His primary scientific interests are in Optoelectronics, Condensed matter physics, Semiconductor, Perovskite and Heterojunction. Lun Dai has researched Optoelectronics in several fields, including Hexagonal boron nitride and Caesium. His work in Semiconductor addresses issues such as Transistor, which are connected to fields such as Electrical contacts and Contact resistance.
His work carried out in the field of Perovskite brings together such families of science as Halide, Laser and Light source. His biological study spans a wide range of topics, including Graphene, Electroluminescence, Photodetector and Nanomaterials. Within one scientific family, he focuses on topics pertaining to Nanostructure under Electroluminescence, and may sometimes address concerns connected to Nanowire.
Lun Dai spends much of his time researching Semiconductor, Optoelectronics, Transistor, Phase and Engineering physics.

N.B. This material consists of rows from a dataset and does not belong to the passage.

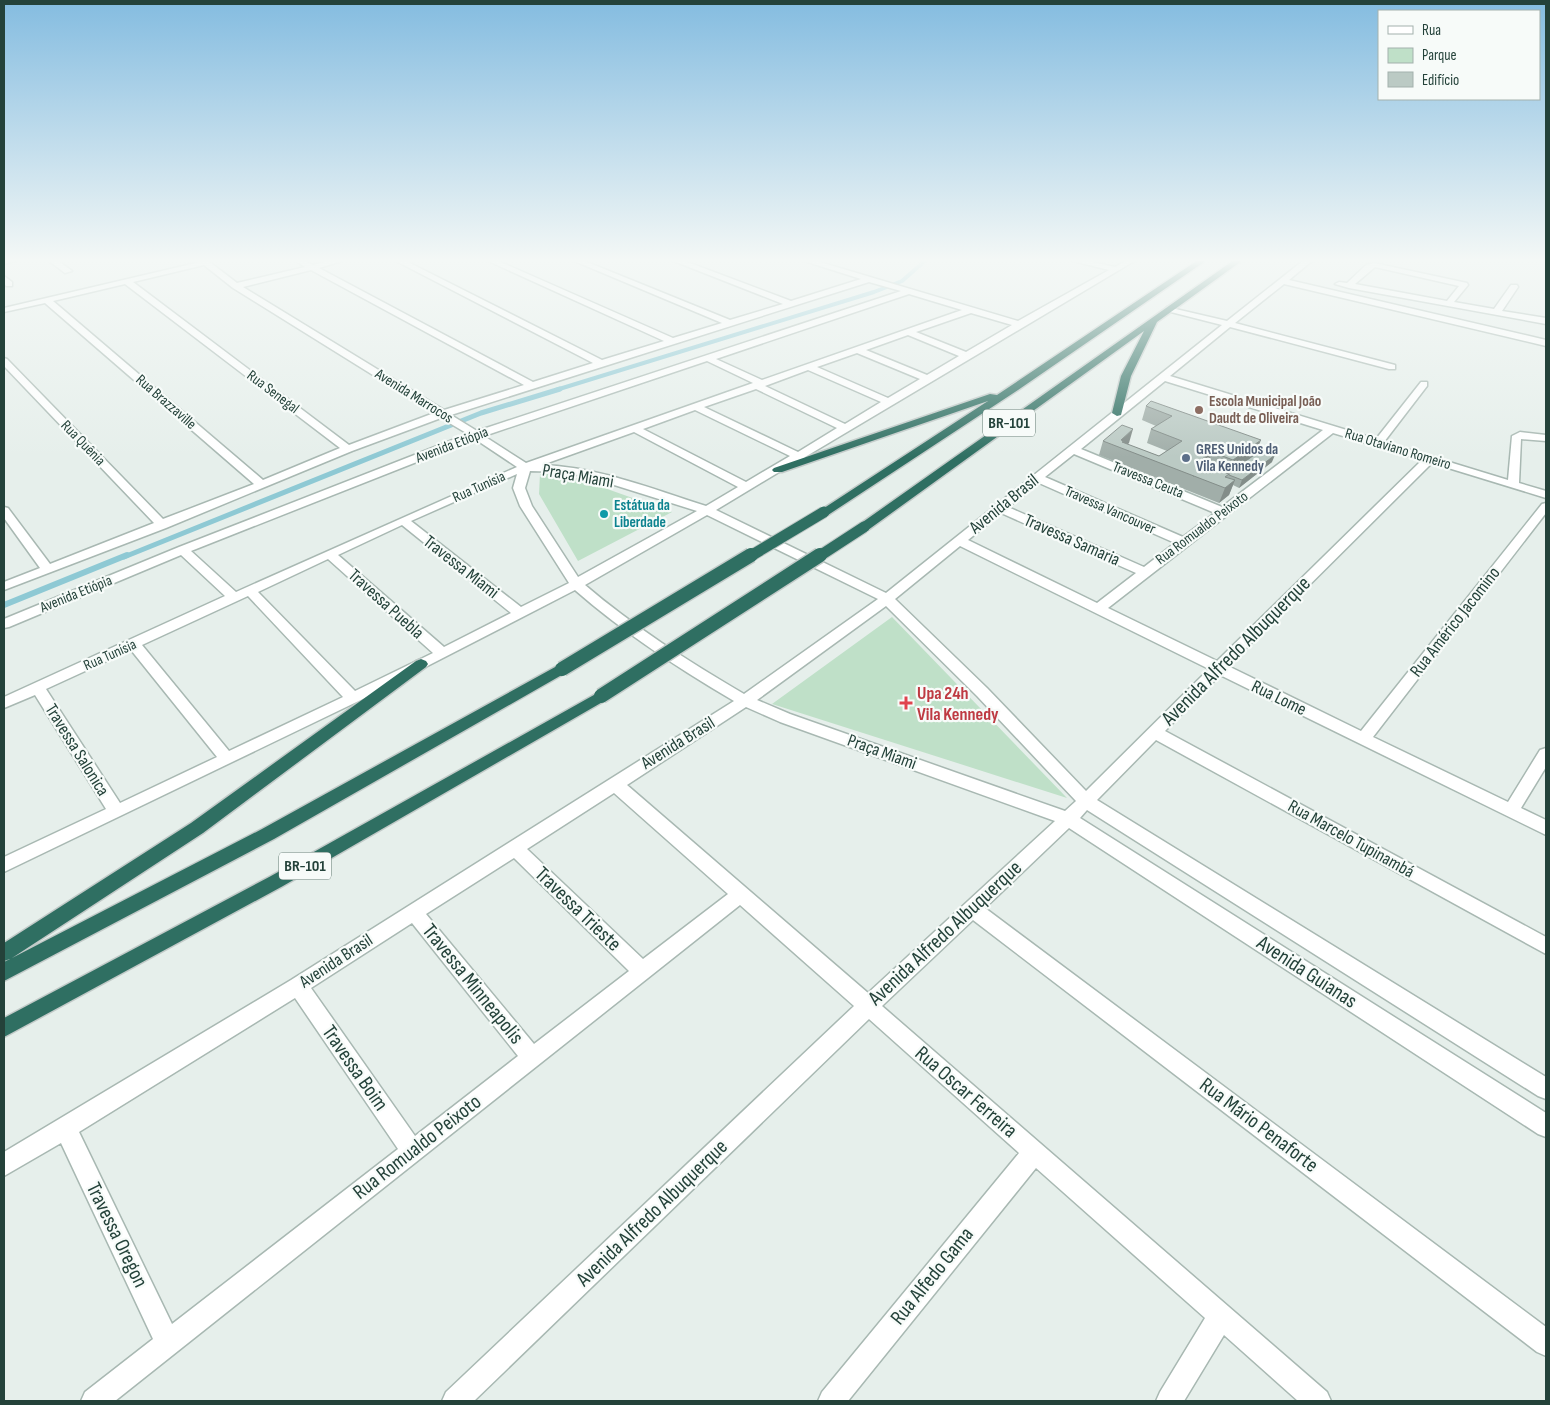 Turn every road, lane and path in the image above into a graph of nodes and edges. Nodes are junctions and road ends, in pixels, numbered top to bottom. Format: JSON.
{"nodes":[{"id":1,"x":77,"y":326,"type":"edge"},
{"id":2,"x":185,"y":326,"type":"edge"},
{"id":3,"x":300,"y":326,"type":"edge"},
{"id":4,"x":422,"y":326,"type":"edge"},
{"id":5,"x":527,"y":326,"type":"edge"},
{"id":6,"x":637,"y":326,"type":"edge"},
{"id":7,"x":721,"y":326,"type":"edge"},
{"id":8,"x":805,"y":326,"type":"edge"},
{"id":9,"x":927,"y":326,"type":"edge"},
{"id":10,"x":1016,"y":326,"type":"edge"},
{"id":11,"x":1107,"y":326,"type":"edge"},
{"id":12,"x":1147,"y":326,"type":"edge"},
{"id":13,"x":1152,"y":326,"type":"edge"},
{"id":14,"x":1228,"y":326,"type":"edge"},
{"id":15,"x":1236,"y":326,"type":"edge"},
{"id":16,"x":1476,"y":326,"type":"edge"},
{"id":17,"x":909,"y":332,"type":"junction"},
{"id":18,"x":672,"y":341,"type":"junction"},
{"id":19,"x":1546,"y":343,"type":"edge"},
{"id":20,"x":858,"y":350,"type":"junction"},
{"id":21,"x":968,"y":356,"type":"junction"},
{"id":22,"x":707,"y":358,"type":"junction"},
{"id":23,"x":4,"y":361,"type":"edge"},
{"id":24,"x":600,"y":363,"type":"junction"},
{"id":25,"x":1392,"y":366,"type":"dead end"},
{"id":26,"x":808,"y":367,"type":"junction"},
{"id":27,"x":1164,"y":377,"type":"junction"},
{"id":28,"x":929,"y":378,"type":"junction"},
{"id":29,"x":530,"y":384,"type":"junction"},
{"id":30,"x":759,"y":384,"type":"junction"},
{"id":31,"x":1424,"y":384,"type":"dead end"},
{"id":32,"x":1015,"y":388,"type":"junction"},
{"id":33,"x":888,"y":402,"type":"junction"},
{"id":34,"x":696,"y":407,"type":"junction"},
{"id":35,"x":1117,"y":413,"type":"junction"},
{"id":36,"x":446,"y":416,"type":"junction"},
{"id":37,"x":634,"y":428,"type":"junction"},
{"id":38,"x":845,"y":428,"type":"junction"},
{"id":39,"x":1331,"y":429,"type":"junction"},
{"id":40,"x":473,"y":433,"type":"junction"},
{"id":41,"x":1546,"y":438,"type":"edge"},
{"id":42,"x":1378,"y":443,"type":"junction"},
{"id":43,"x":348,"y":449,"type":"junction"},
{"id":44,"x":1072,"y":449,"type":"junction"},
{"id":45,"x":800,"y":457,"type":"junction"},
{"id":46,"x":1430,"y":459,"type":"junction"},
{"id":47,"x":525,"y":467,"type":"junction"},
{"id":48,"x":778,"y":470,"type":"junction"},
{"id":49,"x":1037,"y":478,"type":"junction"},
{"id":50,"x":262,"y":485,"type":"junction"},
{"id":51,"x":1513,"y":485,"type":"junction"},
{"id":52,"x":748,"y":487,"type":"junction"},
{"id":53,"x":1546,"y":495,"type":"edge"},
{"id":54,"x":1546,"y":506,"type":"edge"},
{"id":55,"x":1000,"y":508,"type":"junction"},
{"id":56,"x":4,"y":510,"type":"edge"},
{"id":57,"x":707,"y":510,"type":"junction"},
{"id":58,"x":1224,"y":512,"type":"junction"},
{"id":59,"x":403,"y":520,"type":"junction"},
{"id":60,"x":162,"y":525,"type":"junction"},
{"id":61,"x":959,"y":541,"type":"junction"},
{"id":62,"x":1183,"y":542,"type":"junction"},
{"id":63,"x":183,"y":550,"type":"junction"},
{"id":64,"x":330,"y":554,"type":"junction"},
{"id":65,"x":47,"y":569,"type":"junction"},
{"id":66,"x":1144,"y":572,"type":"junction"},
{"id":67,"x":576,"y":584,"type":"junction"},
{"id":68,"x":4,"y":586,"type":"edge"},
{"id":69,"x":250,"y":591,"type":"junction"},
{"id":70,"x":235,"y":598,"type":"junction"},
{"id":71,"x":887,"y":599,"type":"junction"},
{"id":72,"x":1098,"y":609,"type":"junction"},
{"id":73,"x":520,"y":613,"type":"junction"},
{"id":74,"x":4,"y":624,"type":"edge"},
{"id":75,"x":134,"y":644,"type":"junction"},
{"id":76,"x":442,"y":654,"type":"junction"},
{"id":77,"x":422,"y":664,"type":"junction"},
{"id":78,"x":1218,"y":668,"type":"junction"},
{"id":79,"x":38,"y":688,"type":"junction"},
{"id":80,"x":352,"y":697,"type":"junction"},
{"id":81,"x":745,"y":701,"type":"junction"},
{"id":82,"x":4,"y":703,"type":"edge"},
{"id":83,"x":1155,"y":732,"type":"junction"},
{"id":84,"x":1363,"y":739,"type":"junction"},
{"id":85,"x":1546,"y":754,"type":"edge"},
{"id":86,"x":226,"y":758,"type":"junction"},
{"id":87,"x":614,"y":783,"type":"junction"},
{"id":88,"x":1086,"y":802,"type":"junction"},
{"id":89,"x":116,"y":811,"type":"junction"},
{"id":90,"x":1511,"y":811,"type":"junction"},
{"id":91,"x":1068,"y":819,"type":"junction"},
{"id":92,"x":1546,"y":828,"type":"edge"},
{"id":93,"x":514,"y":848,"type":"junction"},
{"id":94,"x":4,"y":865,"type":"edge"},
{"id":95,"x":741,"y":894,"type":"junction"},
{"id":96,"x":971,"y":908,"type":"junction"},
{"id":97,"x":413,"y":911,"type":"junction"},
{"id":98,"x":1546,"y":946,"type":"edge"},
{"id":99,"x":4,"y":953,"type":"edge"},
{"id":100,"x":642,"y":971,"type":"junction"},
{"id":101,"x":4,"y":972,"type":"edge"},
{"id":102,"x":298,"y":986,"type":"junction"},
{"id":103,"x":868,"y":1006,"type":"junction"},
{"id":104,"x":4,"y":1028,"type":"edge"},
{"id":105,"x":532,"y":1058,"type":"junction"},
{"id":106,"x":1546,"y":1089,"type":"edge"},
{"id":107,"x":1546,"y":1126,"type":"edge"},
{"id":108,"x":65,"y":1128,"type":"junction"},
{"id":109,"x":412,"y":1151,"type":"junction"},
{"id":110,"x":1034,"y":1152,"type":"junction"},
{"id":111,"x":4,"y":1165,"type":"edge"},
{"id":112,"x":1221,"y":1316,"type":"junction"},
{"id":113,"x":168,"y":1343,"type":"junction"},
{"id":114,"x":1546,"y":1343,"type":"edge"},
{"id":115,"x":94,"y":1401,"type":"edge"},
{"id":116,"x":455,"y":1401,"type":"edge"},
{"id":117,"x":831,"y":1401,"type":"edge"},
{"id":118,"x":1168,"y":1401,"type":"edge"},
{"id":119,"x":1318,"y":1401,"type":"edge"}],
"edges":[{"from":1,"to":50,"type":"street","name":"Rua Brazzaville"},
{"from":2,"to":43,"type":"street","name":"Rua Senegal"},
{"from":3,"to":36,"type":"street","name":"Avenida Marrocos"},
{"from":4,"to":29,"type":"street"},
{"from":5,"to":24,"type":"street"},
{"from":6,"to":18,"type":"street"},
{"from":7,"to":18,"type":"street","name":"Avenida Etiópia"},
{"from":8,"to":22,"type":"street","name":"Avenida Etiópia"},
{"from":9,"to":17,"type":"street","name":"Rua Tunísia"},
{"from":10,"to":21,"type":"street"},
{"from":11,"to":32,"type":"highway","number":"BR-101"},
{"from":12,"to":104,"type":"highway","number":"BR-101","bridge":true},
{"from":13,"to":35,"type":"highway"},
{"from":14,"to":27,"type":"street","name":"Avenida Brasil"},
{"from":15,"to":25,"type":"street"},
{"from":16,"to":19,"type":"street"},
{"from":17,"to":20,"type":"street","name":"Rua Tunísia"},
{"from":17,"to":21,"type":"street"},
{"from":18,"to":24,"type":"street","name":"Avenida Etiópia"},
{"from":20,"to":26,"type":"street","name":"Rua Tunísia"},
{"from":20,"to":28,"type":"street"},
{"from":21,"to":28,"type":"street"},
{"from":22,"to":30,"type":"street"},
{"from":22,"to":40,"type":"street","name":"Avenida Etiópia"},
{"from":23,"to":60,"type":"street","name":"Rua Quênia"},
{"from":24,"to":29,"type":"street","name":"Avenida Etiópia"},
{"from":26,"to":30,"type":"street","name":"Rua Tunísia"},
{"from":26,"to":33,"type":"street"},
{"from":27,"to":35,"type":"street","name":"Avenida Brasil"},
{"from":27,"to":39,"type":"street","name":"Rua Otaviano Romeiro"},
{"from":28,"to":33,"type":"street"},
{"from":29,"to":36,"type":"street","name":"Avenida Etiópia"},
{"from":30,"to":34,"type":"street","name":"Rua Tunísia"},
{"from":30,"to":38,"type":"street"},
{"from":31,"to":42,"type":"street"},
{"from":32,"to":48,"type":"highway"},
{"from":32,"to":101,"type":"highway","number":"BR-101","bridge":true},
{"from":33,"to":38,"type":"street"},
{"from":34,"to":37,"type":"street","name":"Rua Tunísia"},
{"from":34,"to":45,"type":"street"},
{"from":35,"to":44,"type":"street","name":"Avenida Brasil"},
{"from":36,"to":40,"type":"street","name":"Avenida Marrocos"},
{"from":36,"to":43,"type":"street","name":"Avenida Etiópia"},
{"from":37,"to":47,"type":"street","name":"Rua Tunísia"},
{"from":37,"to":52,"type":"street"},
{"from":38,"to":45,"type":"street"},
{"from":39,"to":42,"type":"street","name":"Rua Otaviano Romeiro"},
{"from":39,"to":58,"type":"street","name":"Rua Romualdo Peixoto"},
{"from":40,"to":47,"type":"street","name":"Avenida Marrocos"},
{"from":40,"to":63,"type":"street","name":"Avenida Etiópia"},
{"from":41,"to":51,"type":"street"},
{"from":42,"to":46,"type":"street","name":"Rua Otaviano Romeiro"},
{"from":43,"to":50,"type":"street","name":"Avenida Etiópia"},
{"from":44,"to":49,"type":"street","name":"Avenida Brasil"},
{"from":44,"to":58,"type":"street","name":"Travessa Ceuta"},
{"from":45,"to":48,"type":"street"},
{"from":46,"to":51,"type":"street","name":"Rua Otaviano Romeiro"},
{"from":46,"to":78,"type":"street","name":"Avenida Alfredo Albuquerque"},
{"from":47,"to":57,"type":"street","name":"Praça Miami"},
{"from":47,"to":59,"type":"street","name":"Rua Tunísia"},
{"from":47,"to":67,"type":"street","name":"Praça Miami"},
{"from":48,"to":52,"type":"street"},
{"from":49,"to":55,"type":"street","name":"Avenida Brasil"},
{"from":49,"to":62,"type":"street","name":"Travessa Vancouver"},
{"from":50,"to":60,"type":"street","name":"Avenida Etiópia"},
{"from":51,"to":53,"type":"street","name":"Rua Otaviano Romeiro"},
{"from":52,"to":57,"type":"street"},
{"from":54,"to":84,"type":"street","name":"Rua Américo Jacomino"},
{"from":55,"to":61,"type":"street","name":"Avenida Brasil"},
{"from":55,"to":66,"type":"street","name":"Travessa Samaria"},
{"from":56,"to":65,"type":"street"},
{"from":57,"to":67,"type":"street"},
{"from":57,"to":71,"type":"street","name":"Praça Miami"},
{"from":58,"to":62,"type":"street","name":"Rua Romualdo Peixoto"},
{"from":59,"to":64,"type":"street","name":"Rua Tunísia"},
{"from":59,"to":73,"type":"street","name":"Travessa Miami"},
{"from":60,"to":65,"type":"street","name":"Avenida Etiópia"},
{"from":61,"to":71,"type":"street","name":"Avenida Brasil"},
{"from":61,"to":72,"type":"street","name":"Rua Lome"},
{"from":62,"to":66,"type":"street","name":"Rua Romualdo Peixoto"},
{"from":63,"to":70,"type":"street"},
{"from":63,"to":74,"type":"street","name":"Avenida Etiópia"},
{"from":64,"to":69,"type":"street","name":"Rua Tunísia"},
{"from":64,"to":76,"type":"street","name":"Travessa Puebla"},
{"from":65,"to":68,"type":"street","name":"Avenida Etiópia"},
{"from":66,"to":72,"type":"street","name":"Rua Romualdo Peixoto"},
{"from":67,"to":73,"type":"street"},
{"from":67,"to":81,"type":"street","name":"Praça Miami"},
{"from":69,"to":70,"type":"street","name":"Rua Tunísia"},
{"from":69,"to":80,"type":"street"},
{"from":70,"to":75,"type":"street","name":"Rua Tunísia"},
{"from":71,"to":81,"type":"street","name":"Avenida Brasil"},
{"from":71,"to":88,"type":"street","name":"Praça Miami"},
{"from":72,"to":78,"type":"street","name":"Rua Lome"},
{"from":73,"to":76,"type":"street"},
{"from":75,"to":79,"type":"street","name":"Rua Tunísia"},
{"from":75,"to":86,"type":"street"},
{"from":76,"to":77,"type":"street"},
{"from":77,"to":80,"type":"street"},
{"from":77,"to":99,"type":"highway"},
{"from":78,"to":83,"type":"street","name":"Avenida Alfredo Albuquerque"},
{"from":78,"to":84,"type":"street","name":"Rua Lome"},
{"from":79,"to":82,"type":"street","name":"Rua Tunísia"},
{"from":79,"to":89,"type":"street","name":"Travessa Salonica"},
{"from":80,"to":86,"type":"street"},
{"from":81,"to":87,"type":"street","name":"Avenida Brasil"},
{"from":81,"to":91,"type":"street","name":"Praça Miami"},
{"from":83,"to":88,"type":"street","name":"Avenida Alfredo Albuquerque"},
{"from":83,"to":98,"type":"street","name":"Rua Marcelo Tupinambá"},
{"from":84,"to":90,"type":"street","name":"Rua Lome"},
{"from":85,"to":90,"type":"street"},
{"from":86,"to":89,"type":"street"},
{"from":87,"to":93,"type":"street","name":"Avenida Brasil"},
{"from":87,"to":95,"type":"street","name":"Rua Oscar Ferreira"},
{"from":88,"to":91,"type":"street","name":"Avenida Alfredo Albuquerque"},
{"from":88,"to":106,"type":"street","name":"Avenida Guianas"},
{"from":89,"to":94,"type":"street"},
{"from":90,"to":92,"type":"street","name":"Rua Lome"},
{"from":91,"to":96,"type":"street","name":"Avenida Alfredo Albuquerque"},
{"from":91,"to":107,"type":"street","name":"Avenida Guianas"},
{"from":93,"to":97,"type":"street","name":"Avenida Brasil"},
{"from":93,"to":100,"type":"street","name":"Travessa Trieste"},
{"from":95,"to":100,"type":"street","name":"Rua Romualdo Peixoto"},
{"from":95,"to":103,"type":"street","name":"Rua Oscar Ferreira"},
{"from":96,"to":103,"type":"street","name":"Avenida Alfredo Albuquerque"},
{"from":96,"to":114,"type":"street","name":"Rua Mário Penaforte"},
{"from":97,"to":102,"type":"street","name":"Avenida Brasil"},
{"from":97,"to":105,"type":"street","name":"Travessa Minneapolis"},
{"from":100,"to":105,"type":"street","name":"Rua Romualdo Peixoto"},
{"from":102,"to":108,"type":"street","name":"Avenida Brasil"},
{"from":102,"to":109,"type":"street","name":"Travessa Boim"},
{"from":103,"to":110,"type":"street","name":"Rua Oscar Ferreira"},
{"from":103,"to":116,"type":"street","name":"Avenida Alfredo Albuquerque"},
{"from":105,"to":109,"type":"street","name":"Rua Romualdo Peixoto"},
{"from":108,"to":111,"type":"street","name":"Avenida Brasil"},
{"from":108,"to":113,"type":"street","name":"Travessa Oregon"},
{"from":109,"to":113,"type":"street","name":"Rua Romualdo Peixoto"},
{"from":110,"to":112,"type":"street","name":"Rua Oscar Ferreira"},
{"from":110,"to":117,"type":"street","name":"Rua Alfedo Gama"},
{"from":112,"to":118,"type":"street"},
{"from":112,"to":119,"type":"street","name":"Rua Oscar Ferreira"},
{"from":113,"to":115,"type":"street","name":"Rua Romualdo Peixoto"}]}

His Semiconductor research is multidisciplinary, relying on both Hexagonal boron nitride, NMOS logic, Hysteresis, CMOS and Contact resistance. When carried out as part of a general Optoelectronics research project, his work on Electrical contacts is frequently linked to work in Scale down, therefore connecting diverse disciplines of study.
His Phase research incorporates a variety of disciplines, including Crystallite, Density functional theory, Raman spectroscopy, Spectroscopy and Nucleation. Engineering physics is frequently linked to Quantum Hall effect in his study.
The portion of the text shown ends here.